Ruriko's naisentaiken

エルサルバドル内戦体験記

お気に入りの美容院

久しぶりに、昔住んでいた家の近くにある美容院に行った。1000円カットの床屋はシャンプーしてくれないし、体が痛んで、頭を洗う姿勢が苦痛だった。でも、13日に出かける約束があって、このままではまずいと思って、意を決して出かけたのだった。その美容院の亭主と昔懇意にしていた。ユーモアのセンスがあり、なによりも商売っ気がなくて、話をしていて、面白いから。

9時に電話を入れて、途中2,3の用事をすませながら行ったから、11時ごろついた。昔の通り、別に立地条件も良くないし、凄く流行っている店でもないから、店は閑散としている。客は、私しかいなかった。

店は通りに面していて、自転車を置くスペースがないから、「自家用車で来たんだけど、置く場所ないの?」と聞いたら、彼、まったく普通の顔して、店の前にくぼみがあるから、そこに置くといいよ」という。見もしないで、「車」だとは思っていないところが、愉快だ。で、その「くぼみ」を探していたら、彼、のこのこ出て来て、私の「天魔号」をみて、「わあ、かっこいい車だなあ!」と、本当に感心しているようだ。

その態度でもう、前後の説明なんか無用だと理解して、5年間も来なかった理由もはぶいて、ずっと付き合いがあったような話し方になった。

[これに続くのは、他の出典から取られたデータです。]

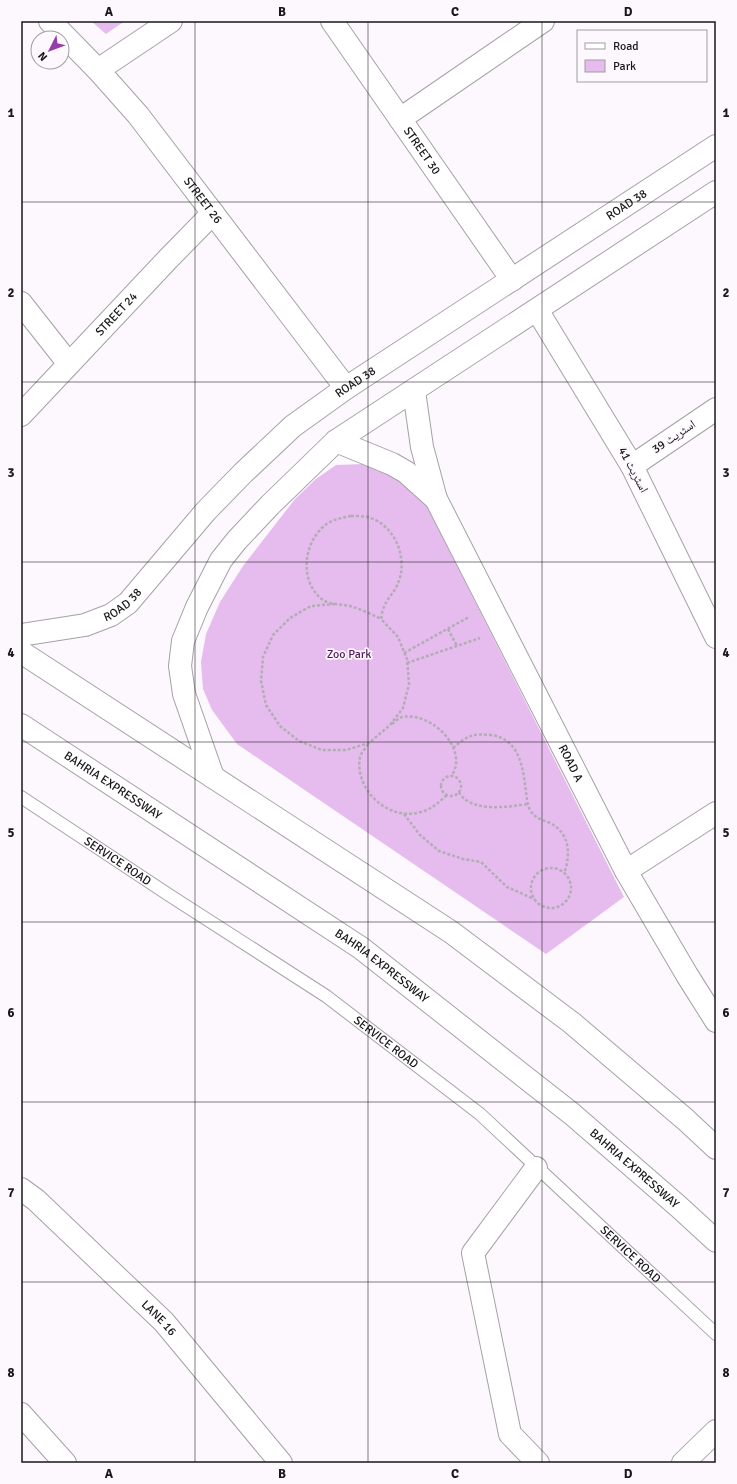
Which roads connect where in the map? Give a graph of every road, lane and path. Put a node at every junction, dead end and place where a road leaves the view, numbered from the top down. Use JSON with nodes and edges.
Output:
{"nodes":[{"id":1,"x":50,"y":21,"type":"edge"},
{"id":2,"x":171,"y":21,"type":"edge"},
{"id":3,"x":332,"y":21,"type":"edge"},
{"id":4,"x":543,"y":21,"type":"edge"},
{"id":5,"x":98,"y":70,"type":"junction"},
{"id":6,"x":400,"y":119,"type":"junction"},
{"id":7,"x":716,"y":146,"type":"edge"},
{"id":8,"x":716,"y":192,"type":"edge"},
{"id":9,"x":213,"y":213,"type":"junction"},
{"id":10,"x":512,"y":280,"type":"junction"},
{"id":11,"x":21,"y":303,"type":"edge"},
{"id":12,"x":537,"y":310,"type":"junction"},
{"id":13,"x":69,"y":364,"type":"junction"},
{"id":14,"x":346,"y":388,"type":"junction"},
{"id":15,"x":414,"y":391,"type":"junction"},
{"id":16,"x":716,"y":409,"type":"edge"},
{"id":17,"x":21,"y":415,"type":"edge"},
{"id":18,"x":336,"y":441,"type":"junction"},
{"id":19,"x":632,"y":466,"type":"junction"},
{"id":20,"x":436,"y":499,"type":"junction"},
{"id":21,"x":335,"y":604,"type":"junction"},
{"id":22,"x":491,"y":605,"type":"junction"},
{"id":23,"x":711,"y":614,"type":"edge"},
{"id":24,"x":381,"y":619,"type":"junction"},
{"id":25,"x":448,"y":629,"type":"junction"},
{"id":26,"x":504,"y":630,"type":"junction"},
{"id":27,"x":21,"y":635,"type":"edge"},
{"id":28,"x":716,"y":637,"type":"edge"},
{"id":29,"x":457,"y":646,"type":"junction"},
{"id":30,"x":21,"y":652,"type":"edge"},
{"id":31,"x":404,"y":653,"type":"junction"},
{"id":32,"x":408,"y":663,"type":"junction"},
{"id":33,"x":21,"y":725,"type":"edge"},
{"id":34,"x":390,"y":725,"type":"junction"},
{"id":35,"x":369,"y":743,"type":"junction"},
{"id":36,"x":453,"y":748,"type":"junction"},
{"id":37,"x":452,"y":776,"type":"junction"},
{"id":38,"x":213,"y":777,"type":"junction"},
{"id":39,"x":459,"y":792,"type":"junction"},
{"id":40,"x":446,"y":795,"type":"junction"},
{"id":41,"x":21,"y":797,"type":"edge"},
{"id":42,"x":528,"y":804,"type":"junction"},
{"id":43,"x":716,"y":813,"type":"edge"},
{"id":44,"x":404,"y":814,"type":"junction"},
{"id":45,"x":626,"y":871,"type":"junction"},
{"id":46,"x":564,"y":873,"type":"junction"},
{"id":47,"x":534,"y":899,"type":"junction"},
{"id":48,"x":715,"y":1017,"type":"edge"},
{"id":49,"x":716,"y":1148,"type":"edge"},
{"id":50,"x":536,"y":1168,"type":"junction"},
{"id":51,"x":21,"y":1189,"type":"edge"},
{"id":52,"x":716,"y":1241,"type":"edge"},
{"id":53,"x":716,"y":1334,"type":"edge"},
{"id":54,"x":21,"y":1414,"type":"edge"},
{"id":55,"x":716,"y":1431,"type":"edge"},
{"id":56,"x":65,"y":1463,"type":"edge"},
{"id":57,"x":281,"y":1463,"type":"edge"},
{"id":58,"x":538,"y":1463,"type":"edge"},
{"id":59,"x":683,"y":1463,"type":"edge"}],
"edges":[{"from":1,"to":5,"type":"main road","name":"STREET 26"},
{"from":2,"to":5,"type":"main road"},
{"from":3,"to":6,"type":"main road","name":"STREET 30"},
{"from":4,"to":6,"type":"main road"},
{"from":5,"to":9,"type":"main road","name":"STREET 26"},
{"from":6,"to":10,"type":"main road","name":"STREET 30"},
{"from":7,"to":10,"type":"main road","name":"ROAD 38"},
{"from":8,"to":12,"type":"main road"},
{"from":9,"to":13,"type":"main road","name":"STREET 24"},
{"from":9,"to":14,"type":"main road","name":"STREET 26"},
{"from":10,"to":14,"type":"main road","name":"ROAD 38"},
{"from":11,"to":13,"type":"main road"},
{"from":12,"to":15,"type":"main road"},
{"from":12,"to":19,"type":"main road","name":"اسٹریٹ 41"},
{"from":13,"to":17,"type":"main road","name":"STREET 24"},
{"from":14,"to":27,"type":"main road","name":"ROAD 38"},
{"from":15,"to":18,"type":"main road"},
{"from":15,"to":20,"type":"main road"},
{"from":16,"to":19,"type":"main road","name":"اسٹریٹ 39"},
{"from":18,"to":20,"type":"main road"},
{"from":18,"to":38,"type":"main road"},
{"from":19,"to":23,"type":"main road","name":"اسٹریٹ 41"},
{"from":20,"to":22,"type":"main road","name":"ROAD A"},
{"from":21,"to":24,"type":"path"},
{"from":21,"to":24,"type":"path"},
{"from":21,"to":35,"type":"path"},
{"from":22,"to":25,"type":"path"},
{"from":22,"to":26,"type":"main road","name":"ROAD A"},
{"from":23,"to":28,"type":"main road","name":"اسٹریٹ 41"},
{"from":24,"to":31,"type":"path"},
{"from":25,"to":29,"type":"path"},
{"from":25,"to":31,"type":"path"},
{"from":26,"to":29,"type":"path"},
{"from":26,"to":45,"type":"main road","name":"ROAD A"},
{"from":29,"to":32,"type":"path"},
{"from":30,"to":38,"type":"main road"},
{"from":31,"to":32,"type":"path"},
{"from":32,"to":34,"type":"path"},
{"from":33,"to":52,"type":"main road","name":"BAHRIA EXPRESSWAY"},
{"from":34,"to":35,"type":"path"},
{"from":34,"to":36,"type":"path"},
{"from":35,"to":44,"type":"path"},
{"from":36,"to":37,"type":"path"},
{"from":36,"to":42,"type":"path"},
{"from":37,"to":39,"type":"path"},
{"from":37,"to":40,"type":"path"},
{"from":38,"to":49,"type":"main road"},
{"from":39,"to":40,"type":"path"},
{"from":39,"to":42,"type":"path"},
{"from":40,"to":44,"type":"path"},
{"from":41,"to":50,"type":"lane","name":"SERVICE ROAD"},
{"from":42,"to":46,"type":"path"},
{"from":43,"to":45,"type":"main road"},
{"from":44,"to":47,"type":"path"},
{"from":45,"to":48,"type":"main road","name":"ROAD A"},
{"from":46,"to":47,"type":"path"},
{"from":46,"to":47,"type":"path"},
{"from":50,"to":53,"type":"lane","name":"SERVICE ROAD"},
{"from":50,"to":58,"type":"main road"},
{"from":51,"to":57,"type":"main road","name":"LANE 16"},
{"from":54,"to":56,"type":"main road"},
{"from":55,"to":59,"type":"main road"}]}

気をつけてもらうように体調など事情を言ったら、引き受けてくれた。こういうところは、実に融通のきく男だ。どうせ相手も暇なんだし、この男、私と話すのを、昔楽しみにしていたから、話がしやすい。昔のようによもやま話をしながら、仕事が進み、カットの具合を合わせ鏡で見たら、久しぶりに、本職の美容師が刈ったものは、なんだか素敵だなあ、と感じた。自分じゃ、こうはいかないんだ。なにしろ、見ないで刈るんだから。

ふと前の壁を見たら、いろいろな張り紙があった。頭皮のエステとか、マッサージとか、いろいろな私の知らないメニューがあって、その中に「出張カット」などというものもある。なんだ、こんなものもあるのか、いったいいくらなの?と聞いたら、相手によって、違うんだと。雰囲気や相性によって、値が決まるとか、でたらめをいう。ちょっと利用しようと思ったのに、どうせ相手を見て、もうからないと思ったのか、乗らないや^^。

エステってのは、どんないいことがあるの?と聞いたら、俺の好きな鯛やき代がもうかるだけで、受ける方は、3時間ぐらいいい気分になるのさ。でも相手には1ヶ月効果が続きますって言っているんだ、だって。じゃ、鯛やき10匹とか現物で支払うことも可能なの?彼、うれしそうに笑って、それでもいいという。

期待通りの軽妙な会話に、なんとなく、いい気分になって、天魔号に乗って帰路についた。

ひどく寒い日だった。あの町は、桜の咲く頃が美しく、また花見のころに来ると言ってきたが、その桜並木を通って帰ってきたんだけど、桜の枝は蕾も見えず花の気配は感じられなかった。

帰り、まだわずかに期待を寄せて、石を探して小金原ガーデンとかいうところに寄ってみたが、植木ばかりで、石はもう、置いていなかった。別の、昔懇意にしていた植木屋にも寄ったが、まるでなかった。あと2軒ばかり尋ねてみたいところがあるけれど、もっと暖かくなってからにしようと思って、帰ってきた。なにしろ、バッテリーが少なくなっていたから。